Finra is investigating how Morgan Stanley screens its wealth management clients, with a particular focus on anti-money-laundering (AML) compliance practices, according to a report in The Wall Street Journal.
The probe zeroes in on the firm’s client onboarding and monitoring protocols, especially for individuals with political exposure, including foreign officials, their families, and close associates.
The investigation reportedly centers on clients onboarded between October 2021 and September 2024 and spans both the wealth management division and the firm’s trading desk. Finra is said to be evaluating Morgan Stanley’s internal risk ranking methodologies and related AML oversight procedures.
While Morgan Stanley has not commented publicly on the inquiry, Finra reiterated its standard policy of not confirming or denying investigations.
This is not the first time Morgan Stanley’s AML controls have come under scrutiny. Past reviews include a Federal Reserve probe into how the firm screened international clients with significant assets and a prior Finra enforcement action that resulted in fines tied to deficiencies in the firm's AML systems.
In response to regulatory pressure, Morgan Stanley has reportedly taken a series of risk-mitigation steps. These include closing high-risk accounts and reducing its exposure in certain geographies, such as Latin America. The firm told the Journal that it has made substantial investments in its AML compliance infrastructure and emphasized that regulatory inquiries of this nature are common among large financial institutions.
AML compliance remains a foundational requirement for financial firms governed by the Bank Secrecy Act. The law mandates stringent vetting of clients, ongoing surveillance for suspicious activity, and the filing of relevant reports with regulators. Firms are expected to maintain robust internal controls to prevent money laundering and guard against the infiltration of illicit funds from criminal enterprises, terrorist organizations, and hostile foreign entities.
For wealth managers and RIAs, this regulatory environment has taken on new relevance. Although AML obligations have historically applied to broker-dealers and banks, the Treasury Department recently proposed extending similar requirements to registered investment advisors. However, the department has since paused implementation of the rule to assess whether it appropriately reflects the varied structures and risk profiles across the RIA space.
According to the Treasury, the proposed AML rule for advisors is intended to close gaps in the financial system that may be exploited by bad actors through less-regulated channels. At the same time, officials acknowledged the need to strike a balance—ensuring the final rule is both effective and proportionate to the operational realities of advisory firms.

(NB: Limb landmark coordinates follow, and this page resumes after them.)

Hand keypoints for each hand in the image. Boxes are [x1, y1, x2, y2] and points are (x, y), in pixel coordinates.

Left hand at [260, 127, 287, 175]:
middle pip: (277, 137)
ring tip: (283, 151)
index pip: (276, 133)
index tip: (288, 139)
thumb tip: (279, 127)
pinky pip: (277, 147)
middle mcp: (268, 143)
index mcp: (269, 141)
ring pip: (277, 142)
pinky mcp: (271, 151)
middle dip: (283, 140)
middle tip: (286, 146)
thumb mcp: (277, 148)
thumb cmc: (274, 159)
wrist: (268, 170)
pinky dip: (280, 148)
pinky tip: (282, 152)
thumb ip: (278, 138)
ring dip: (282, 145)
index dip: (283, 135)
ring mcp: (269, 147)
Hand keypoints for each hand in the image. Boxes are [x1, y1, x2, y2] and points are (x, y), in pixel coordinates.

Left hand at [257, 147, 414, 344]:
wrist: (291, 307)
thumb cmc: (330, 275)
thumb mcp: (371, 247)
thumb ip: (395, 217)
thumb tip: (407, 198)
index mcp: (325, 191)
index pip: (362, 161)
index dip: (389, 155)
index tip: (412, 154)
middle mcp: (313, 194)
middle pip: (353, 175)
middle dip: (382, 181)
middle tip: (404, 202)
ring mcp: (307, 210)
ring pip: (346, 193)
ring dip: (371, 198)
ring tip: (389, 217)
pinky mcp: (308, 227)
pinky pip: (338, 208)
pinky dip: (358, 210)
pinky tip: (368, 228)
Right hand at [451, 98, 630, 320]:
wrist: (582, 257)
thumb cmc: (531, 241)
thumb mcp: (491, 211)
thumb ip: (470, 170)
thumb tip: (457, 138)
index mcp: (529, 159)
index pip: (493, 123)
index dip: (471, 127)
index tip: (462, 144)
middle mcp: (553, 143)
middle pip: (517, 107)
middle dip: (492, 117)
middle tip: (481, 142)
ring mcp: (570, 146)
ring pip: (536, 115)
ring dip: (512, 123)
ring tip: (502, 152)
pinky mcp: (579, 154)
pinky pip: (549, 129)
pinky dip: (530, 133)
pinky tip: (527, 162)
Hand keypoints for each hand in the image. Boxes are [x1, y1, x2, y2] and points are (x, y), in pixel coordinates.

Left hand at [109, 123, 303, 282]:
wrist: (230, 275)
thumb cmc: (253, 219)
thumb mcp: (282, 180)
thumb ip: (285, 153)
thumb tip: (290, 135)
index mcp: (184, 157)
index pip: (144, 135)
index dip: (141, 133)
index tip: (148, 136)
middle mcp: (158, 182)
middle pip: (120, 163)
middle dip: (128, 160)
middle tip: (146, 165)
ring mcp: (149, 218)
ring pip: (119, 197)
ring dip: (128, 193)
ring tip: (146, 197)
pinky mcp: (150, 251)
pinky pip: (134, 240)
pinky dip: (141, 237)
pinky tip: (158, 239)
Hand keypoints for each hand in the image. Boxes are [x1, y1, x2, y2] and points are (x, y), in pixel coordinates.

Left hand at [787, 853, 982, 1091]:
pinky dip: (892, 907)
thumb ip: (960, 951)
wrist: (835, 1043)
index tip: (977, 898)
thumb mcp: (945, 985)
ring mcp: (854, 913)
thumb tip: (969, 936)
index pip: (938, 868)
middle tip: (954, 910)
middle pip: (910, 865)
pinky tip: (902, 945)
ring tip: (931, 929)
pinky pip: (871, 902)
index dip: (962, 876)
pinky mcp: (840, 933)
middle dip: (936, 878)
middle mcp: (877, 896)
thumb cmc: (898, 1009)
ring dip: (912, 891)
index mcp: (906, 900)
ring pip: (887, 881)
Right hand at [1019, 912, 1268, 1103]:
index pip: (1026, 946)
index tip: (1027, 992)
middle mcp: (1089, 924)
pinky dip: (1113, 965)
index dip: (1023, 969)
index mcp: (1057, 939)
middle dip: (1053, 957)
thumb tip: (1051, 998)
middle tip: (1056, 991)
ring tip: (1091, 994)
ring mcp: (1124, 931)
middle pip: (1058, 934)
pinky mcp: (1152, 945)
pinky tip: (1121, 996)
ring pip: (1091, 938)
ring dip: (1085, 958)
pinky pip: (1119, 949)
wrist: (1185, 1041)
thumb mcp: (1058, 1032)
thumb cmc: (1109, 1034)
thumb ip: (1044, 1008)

For now, wealth advisors not affiliated with broker-dealers have a temporary reprieve from formal AML mandates, but the broader direction of policy is clear: regulators are increasingly focused on the role all financial intermediaries play in preventing illicit finance. As the Morgan Stanley probe demonstrates, robust due diligence and client vetting protocols are not just compliance checkboxes—they are essential components of institutional risk management in today’s regulatory climate.
Advisory firms would be wise to review and strengthen their own onboarding and monitoring processes, even in the absence of finalized rules. Inquiries like the one facing Morgan Stanley highlight the reputational and regulatory risks tied to lapses in client screening. A proactive approach to AML oversight could help RIAs stay ahead of future rulemaking and maintain credibility with both clients and regulators.